++++ Data to examine ++++

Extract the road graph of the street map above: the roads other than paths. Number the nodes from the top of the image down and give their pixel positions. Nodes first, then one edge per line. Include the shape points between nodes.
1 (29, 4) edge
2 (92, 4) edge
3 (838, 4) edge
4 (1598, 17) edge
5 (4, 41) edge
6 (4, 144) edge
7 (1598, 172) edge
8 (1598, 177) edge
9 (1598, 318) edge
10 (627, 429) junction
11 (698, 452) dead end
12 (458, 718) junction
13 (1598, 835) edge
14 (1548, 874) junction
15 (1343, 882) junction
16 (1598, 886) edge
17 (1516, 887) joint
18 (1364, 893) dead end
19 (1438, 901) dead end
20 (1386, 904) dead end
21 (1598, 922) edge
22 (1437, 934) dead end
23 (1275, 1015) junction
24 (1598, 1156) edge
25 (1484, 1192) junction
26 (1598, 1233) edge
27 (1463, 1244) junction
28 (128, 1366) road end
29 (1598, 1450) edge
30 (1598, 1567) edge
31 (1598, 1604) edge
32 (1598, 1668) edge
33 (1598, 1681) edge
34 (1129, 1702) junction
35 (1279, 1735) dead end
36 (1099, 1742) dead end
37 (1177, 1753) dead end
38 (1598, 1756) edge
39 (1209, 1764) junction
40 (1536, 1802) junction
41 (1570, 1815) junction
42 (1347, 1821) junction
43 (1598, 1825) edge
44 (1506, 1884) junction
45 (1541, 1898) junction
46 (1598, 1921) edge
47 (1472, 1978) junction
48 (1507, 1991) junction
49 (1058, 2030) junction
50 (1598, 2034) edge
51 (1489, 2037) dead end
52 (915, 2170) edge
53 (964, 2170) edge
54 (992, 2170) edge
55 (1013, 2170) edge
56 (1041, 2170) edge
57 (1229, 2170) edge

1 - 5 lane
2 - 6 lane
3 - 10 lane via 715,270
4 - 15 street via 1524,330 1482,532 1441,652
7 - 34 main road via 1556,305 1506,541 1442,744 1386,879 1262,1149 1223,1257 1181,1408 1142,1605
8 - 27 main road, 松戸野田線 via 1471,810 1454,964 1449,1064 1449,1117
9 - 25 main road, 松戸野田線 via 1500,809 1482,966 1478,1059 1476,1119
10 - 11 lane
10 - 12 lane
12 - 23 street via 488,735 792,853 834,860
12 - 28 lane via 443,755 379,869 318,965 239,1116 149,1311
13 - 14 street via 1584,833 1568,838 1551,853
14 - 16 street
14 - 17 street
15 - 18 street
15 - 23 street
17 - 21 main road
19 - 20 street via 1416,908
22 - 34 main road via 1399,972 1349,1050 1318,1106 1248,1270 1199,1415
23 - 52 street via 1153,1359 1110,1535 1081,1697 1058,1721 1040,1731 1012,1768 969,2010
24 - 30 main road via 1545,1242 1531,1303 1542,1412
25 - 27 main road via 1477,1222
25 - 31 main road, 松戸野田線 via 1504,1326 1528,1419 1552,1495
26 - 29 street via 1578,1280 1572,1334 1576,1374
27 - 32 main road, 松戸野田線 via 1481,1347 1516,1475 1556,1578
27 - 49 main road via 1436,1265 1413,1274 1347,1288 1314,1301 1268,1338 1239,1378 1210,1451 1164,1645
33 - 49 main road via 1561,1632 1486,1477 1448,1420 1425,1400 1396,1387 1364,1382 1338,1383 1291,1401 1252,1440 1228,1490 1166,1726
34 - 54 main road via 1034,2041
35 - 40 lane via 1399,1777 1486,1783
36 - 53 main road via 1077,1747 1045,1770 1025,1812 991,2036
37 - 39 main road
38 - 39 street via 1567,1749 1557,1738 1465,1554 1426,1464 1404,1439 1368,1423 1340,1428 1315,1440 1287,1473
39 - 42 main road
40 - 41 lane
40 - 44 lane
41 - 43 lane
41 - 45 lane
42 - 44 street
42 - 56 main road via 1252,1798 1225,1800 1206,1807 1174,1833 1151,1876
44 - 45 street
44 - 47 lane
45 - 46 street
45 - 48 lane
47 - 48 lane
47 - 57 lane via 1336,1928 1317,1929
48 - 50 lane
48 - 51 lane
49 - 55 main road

++++

Every line above must appear again in your reply, exactly as written.

### Task answer
Extract the road graph of the street map above: the roads other than paths. Number the nodes from the top of the image down and give their pixel positions. Nodes first, then one edge per line. Include the shape points between nodes.
1 (29, 4) edge
2 (92, 4) edge
3 (838, 4) edge
4 (1598, 17) edge
5 (4, 41) edge
6 (4, 144) edge
7 (1598, 172) edge
8 (1598, 177) edge
9 (1598, 318) edge
10 (627, 429) junction
11 (698, 452) dead end
12 (458, 718) junction
13 (1598, 835) edge
14 (1548, 874) junction
15 (1343, 882) junction
16 (1598, 886) edge
17 (1516, 887) joint
18 (1364, 893) dead end
19 (1438, 901) dead end
20 (1386, 904) dead end
21 (1598, 922) edge
22 (1437, 934) dead end
23 (1275, 1015) junction
24 (1598, 1156) edge
25 (1484, 1192) junction
26 (1598, 1233) edge
27 (1463, 1244) junction
28 (128, 1366) road end
29 (1598, 1450) edge
30 (1598, 1567) edge
31 (1598, 1604) edge
32 (1598, 1668) edge
33 (1598, 1681) edge
34 (1129, 1702) junction
35 (1279, 1735) dead end
36 (1099, 1742) dead end
37 (1177, 1753) dead end
38 (1598, 1756) edge
39 (1209, 1764) junction
40 (1536, 1802) junction
41 (1570, 1815) junction
42 (1347, 1821) junction
43 (1598, 1825) edge
44 (1506, 1884) junction
45 (1541, 1898) junction
46 (1598, 1921) edge
47 (1472, 1978) junction
48 (1507, 1991) junction
49 (1058, 2030) junction
50 (1598, 2034) edge
51 (1489, 2037) dead end
52 (915, 2170) edge
53 (964, 2170) edge
54 (992, 2170) edge
55 (1013, 2170) edge
56 (1041, 2170) edge
57 (1229, 2170) edge

1 - 5 lane
2 - 6 lane
3 - 10 lane via 715,270
4 - 15 street via 1524,330 1482,532 1441,652
7 - 34 main road via 1556,305 1506,541 1442,744 1386,879 1262,1149 1223,1257 1181,1408 1142,1605
8 - 27 main road, 松戸野田線 via 1471,810 1454,964 1449,1064 1449,1117
9 - 25 main road, 松戸野田線 via 1500,809 1482,966 1478,1059 1476,1119
10 - 11 lane
10 - 12 lane
12 - 23 street via 488,735 792,853 834,860
12 - 28 lane via 443,755 379,869 318,965 239,1116 149,1311
13 - 14 street via 1584,833 1568,838 1551,853
14 - 16 street
14 - 17 street
15 - 18 street
15 - 23 street
17 - 21 main road
19 - 20 street via 1416,908
22 - 34 main road via 1399,972 1349,1050 1318,1106 1248,1270 1199,1415
23 - 52 street via 1153,1359 1110,1535 1081,1697 1058,1721 1040,1731 1012,1768 969,2010
24 - 30 main road via 1545,1242 1531,1303 1542,1412
25 - 27 main road via 1477,1222
25 - 31 main road, 松戸野田線 via 1504,1326 1528,1419 1552,1495
26 - 29 street via 1578,1280 1572,1334 1576,1374
27 - 32 main road, 松戸野田線 via 1481,1347 1516,1475 1556,1578
27 - 49 main road via 1436,1265 1413,1274 1347,1288 1314,1301 1268,1338 1239,1378 1210,1451 1164,1645
33 - 49 main road via 1561,1632 1486,1477 1448,1420 1425,1400 1396,1387 1364,1382 1338,1383 1291,1401 1252,1440 1228,1490 1166,1726
34 - 54 main road via 1034,2041
35 - 40 lane via 1399,1777 1486,1783
36 - 53 main road via 1077,1747 1045,1770 1025,1812 991,2036
37 - 39 main road
38 - 39 street via 1567,1749 1557,1738 1465,1554 1426,1464 1404,1439 1368,1423 1340,1428 1315,1440 1287,1473
39 - 42 main road
40 - 41 lane
40 - 44 lane
41 - 43 lane
41 - 45 lane
42 - 44 street
42 - 56 main road via 1252,1798 1225,1800 1206,1807 1174,1833 1151,1876
44 - 45 street
44 - 47 lane
45 - 46 street
45 - 48 lane
47 - 48 lane
47 - 57 lane via 1336,1928 1317,1929
48 - 50 lane
48 - 51 lane
49 - 55 main road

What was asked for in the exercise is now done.